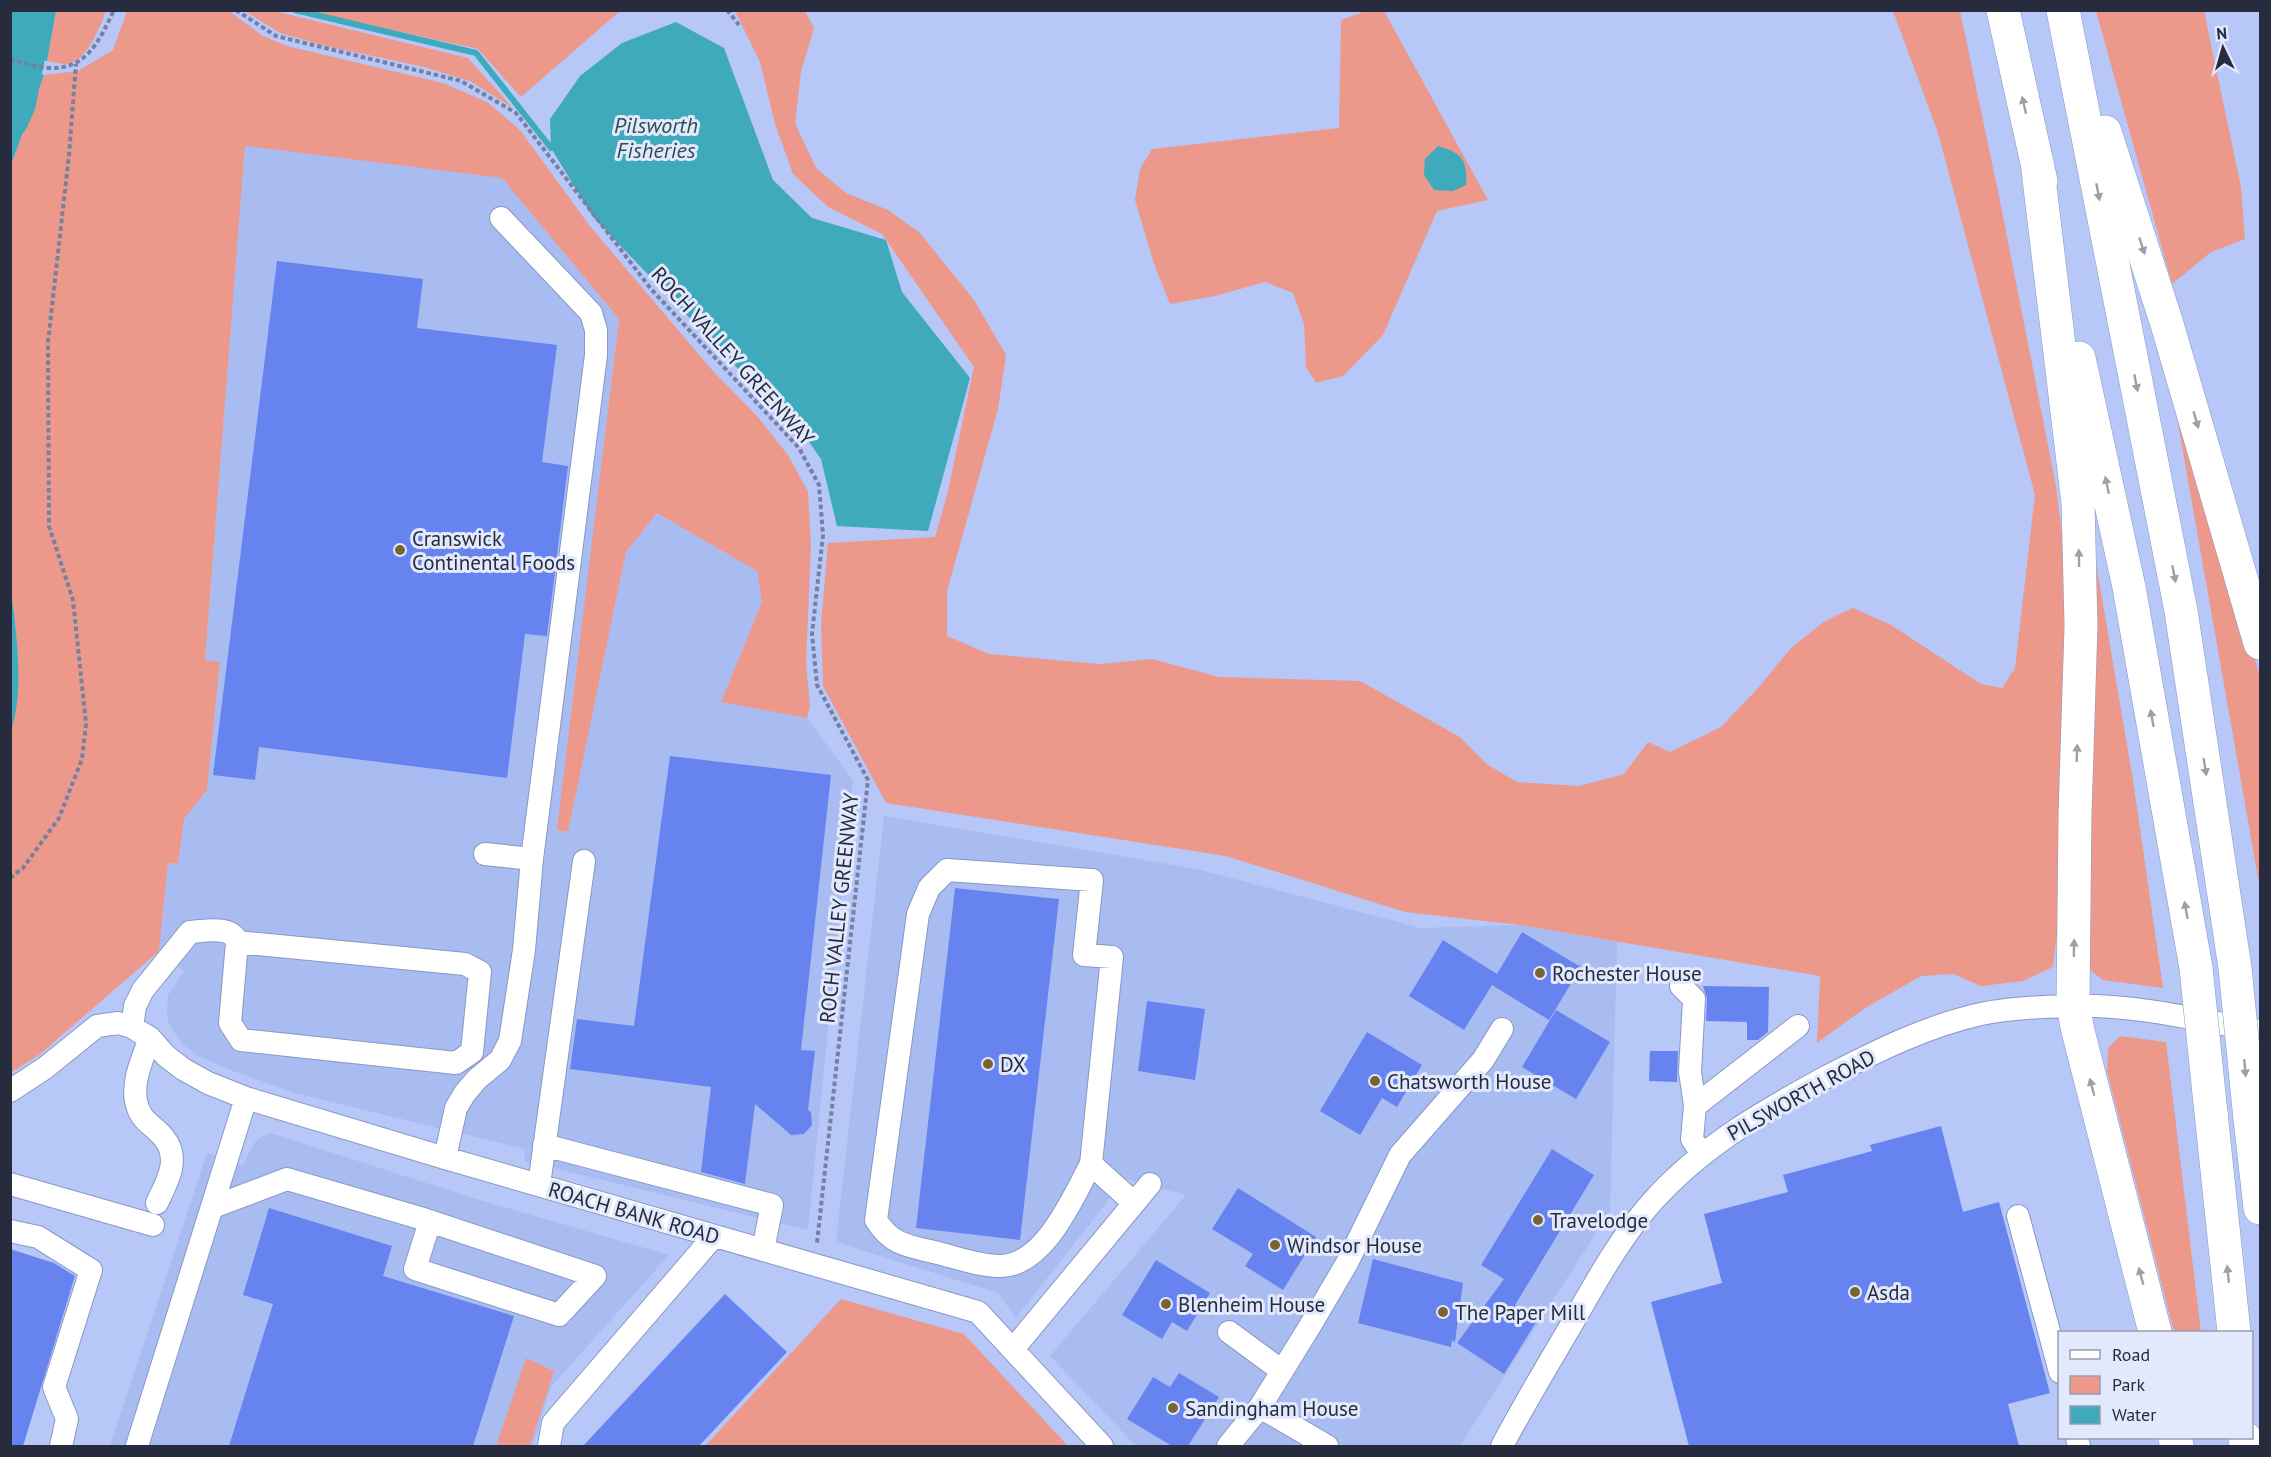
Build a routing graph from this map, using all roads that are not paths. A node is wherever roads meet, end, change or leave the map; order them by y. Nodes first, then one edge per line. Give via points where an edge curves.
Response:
1 (2003, 10) edge
2 (2064, 10) edge
3 (2037, 162) junction
4 (501, 218) dead end
5 (2260, 643) edge
6 (485, 854) dead end
7 (532, 859) junction
8 (584, 861) dead end
9 (237, 942) junction
10 (1681, 986) dead end
11 (2073, 1006) junction
12 (1798, 1026) dead end
13 (1502, 1029) dead end
14 (2260, 1031) edge
15 (141, 1033) junction
16 (10, 1090) edge
17 (246, 1098) junction
18 (1695, 1106) junction
19 (544, 1146) junction
20 (1702, 1154) junction
21 (445, 1158) junction
22 (1092, 1164) junction
23 (10, 1184) edge
24 (1150, 1184) dead end
25 (539, 1185) junction
26 (1134, 1203) junction
27 (213, 1207) junction
28 (2260, 1208) edge
29 (2018, 1216) dead end
30 (430, 1221) junction
31 (10, 1231) edge
32 (714, 1236) junction
33 (763, 1250) junction
34 (2155, 1331) edge
35 (2234, 1331) edge
36 (1229, 1332) dead end
37 (1014, 1348) junction
38 (2058, 1365) edge
39 (1282, 1371) junction
40 (1260, 1407) junction
41 (61, 1446) edge
42 (136, 1446) edge
43 (549, 1446) edge
44 (1102, 1446) edge
45 (1228, 1446) edge
46 (1327, 1446) edge
47 (1502, 1446) edge

3 -> 1 highway
2 -> 5 highway via 2168,324
2 -> 28 highway, bridge via 2181,611 2235,968
11 -> 3 highway via 2081,626 2078,503
35 -> 3 highway, bridge via 2196,968 2129,587
4 - 7 street via 591,313 596,330 596,355
6 - 7 street
7 - 21 street via 510,1041 500,1060 477,1079 456,1108
8 - 19 street
9 - 9 street via 465,964 480,972 472,1052 456,1063 240,1040 230,1023
9 - 15 street via 229,931 190,932 143,990 135,1006
10 - 18 street via 1694,999 1690,1072
11 - 14 street, PILSWORTH ROAD via 2145,1010
11 - 20 street, PILSWORTH ROAD via 1982,1014 1914,1034 1779,1102
34 -> 11 highway
12 - 18 street
13 - 39 street via 1483,1060 1400,1155 1347,1263
15 - 16 street via 118,1023 97,1026 45,1068
15 - 17 street, ROACH BANK ROAD via 183,1069
15 - 23 street via 136,1101 144,1121 165,1138 172,1158 171,1174 155,1214
17 - 21 street, ROACH BANK ROAD
17 - 27 street
18 - 20 street via 1692,1139
19 - 25 street
19 - 33 street via 772,1205
20 - 47 street, PILSWORTH ROAD via 1653,1202 1613,1253
21 - 25 street, ROACH BANK ROAD
22 - 22 street via 1112,957 1084,955 1092,880 947,870 929,888 918,914 876,1220 896,1242 987,1266 1004,1266 1026,1258 1051,1235
22 - 26 street
24 - 26 street
25 - 32 street, ROACH BANK ROAD
26 - 37 street
27 - 30 street via 287,1179
27 - 42 street
29 - 38 street
30 - 30 street via 485,1239 596,1276 559,1315 415,1269
31 - 41 street via 38,1237 91,1270 54,1387 67,1419
32 - 33 street, ROACH BANK ROAD
32 - 43 street via 553,1424
33 - 37 street, ROACH BANK ROAD via 978,1312
36 - 39 street
37 - 44 street, ROACH BANK ROAD
39 - 40 street
40 - 45 street
40 - 46 street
● ● ● ●
■ WHAT YOU WILL DO: Any picture found in the records stays out, while everything else is copied exactly.

■ ANSWER TO THE PROBLEM:
Build a routing graph from this map, using all roads that are not paths. A node is wherever roads meet, end, change or leave the map; order them by y. Nodes first, then one edge per line. Give via points where an edge curves.
Response:
1 (2003, 10) edge
2 (2064, 10) edge
3 (2037, 162) junction
4 (501, 218) dead end
5 (2260, 643) edge
6 (485, 854) dead end
7 (532, 859) junction
8 (584, 861) dead end
9 (237, 942) junction
10 (1681, 986) dead end
11 (2073, 1006) junction
12 (1798, 1026) dead end
13 (1502, 1029) dead end
14 (2260, 1031) edge
15 (141, 1033) junction
16 (10, 1090) edge
17 (246, 1098) junction
18 (1695, 1106) junction
19 (544, 1146) junction
20 (1702, 1154) junction
21 (445, 1158) junction
22 (1092, 1164) junction
23 (10, 1184) edge
24 (1150, 1184) dead end
25 (539, 1185) junction
26 (1134, 1203) junction
27 (213, 1207) junction
28 (2260, 1208) edge
29 (2018, 1216) dead end
30 (430, 1221) junction
31 (10, 1231) edge
32 (714, 1236) junction
33 (763, 1250) junction
34 (2155, 1331) edge
35 (2234, 1331) edge
36 (1229, 1332) dead end
37 (1014, 1348) junction
38 (2058, 1365) edge
39 (1282, 1371) junction
40 (1260, 1407) junction
41 (61, 1446) edge
42 (136, 1446) edge
43 (549, 1446) edge
44 (1102, 1446) edge
45 (1228, 1446) edge
46 (1327, 1446) edge
47 (1502, 1446) edge

3 -> 1 highway
2 -> 5 highway via 2168,324
2 -> 28 highway, bridge via 2181,611 2235,968
11 -> 3 highway via 2081,626 2078,503
35 -> 3 highway, bridge via 2196,968 2129,587
4 - 7 street via 591,313 596,330 596,355
6 - 7 street
7 - 21 street via 510,1041 500,1060 477,1079 456,1108
8 - 19 street
9 - 9 street via 465,964 480,972 472,1052 456,1063 240,1040 230,1023
9 - 15 street via 229,931 190,932 143,990 135,1006
10 - 18 street via 1694,999 1690,1072
11 - 14 street, PILSWORTH ROAD via 2145,1010
11 - 20 street, PILSWORTH ROAD via 1982,1014 1914,1034 1779,1102
34 -> 11 highway
12 - 18 street
13 - 39 street via 1483,1060 1400,1155 1347,1263
15 - 16 street via 118,1023 97,1026 45,1068
15 - 17 street, ROACH BANK ROAD via 183,1069
15 - 23 street via 136,1101 144,1121 165,1138 172,1158 171,1174 155,1214
17 - 21 street, ROACH BANK ROAD
17 - 27 street
18 - 20 street via 1692,1139
19 - 25 street
19 - 33 street via 772,1205
20 - 47 street, PILSWORTH ROAD via 1653,1202 1613,1253
21 - 25 street, ROACH BANK ROAD
22 - 22 street via 1112,957 1084,955 1092,880 947,870 929,888 918,914 876,1220 896,1242 987,1266 1004,1266 1026,1258 1051,1235
22 - 26 street
24 - 26 street
25 - 32 street, ROACH BANK ROAD
26 - 37 street
27 - 30 street via 287,1179
27 - 42 street
29 - 38 street
30 - 30 street via 485,1239 596,1276 559,1315 415,1269
31 - 41 street via 38,1237 91,1270 54,1387 67,1419
32 - 33 street, ROACH BANK ROAD
32 - 43 street via 553,1424
33 - 37 street, ROACH BANK ROAD via 978,1312
36 - 39 street
37 - 44 street, ROACH BANK ROAD
39 - 40 street
40 - 45 street
40 - 46 street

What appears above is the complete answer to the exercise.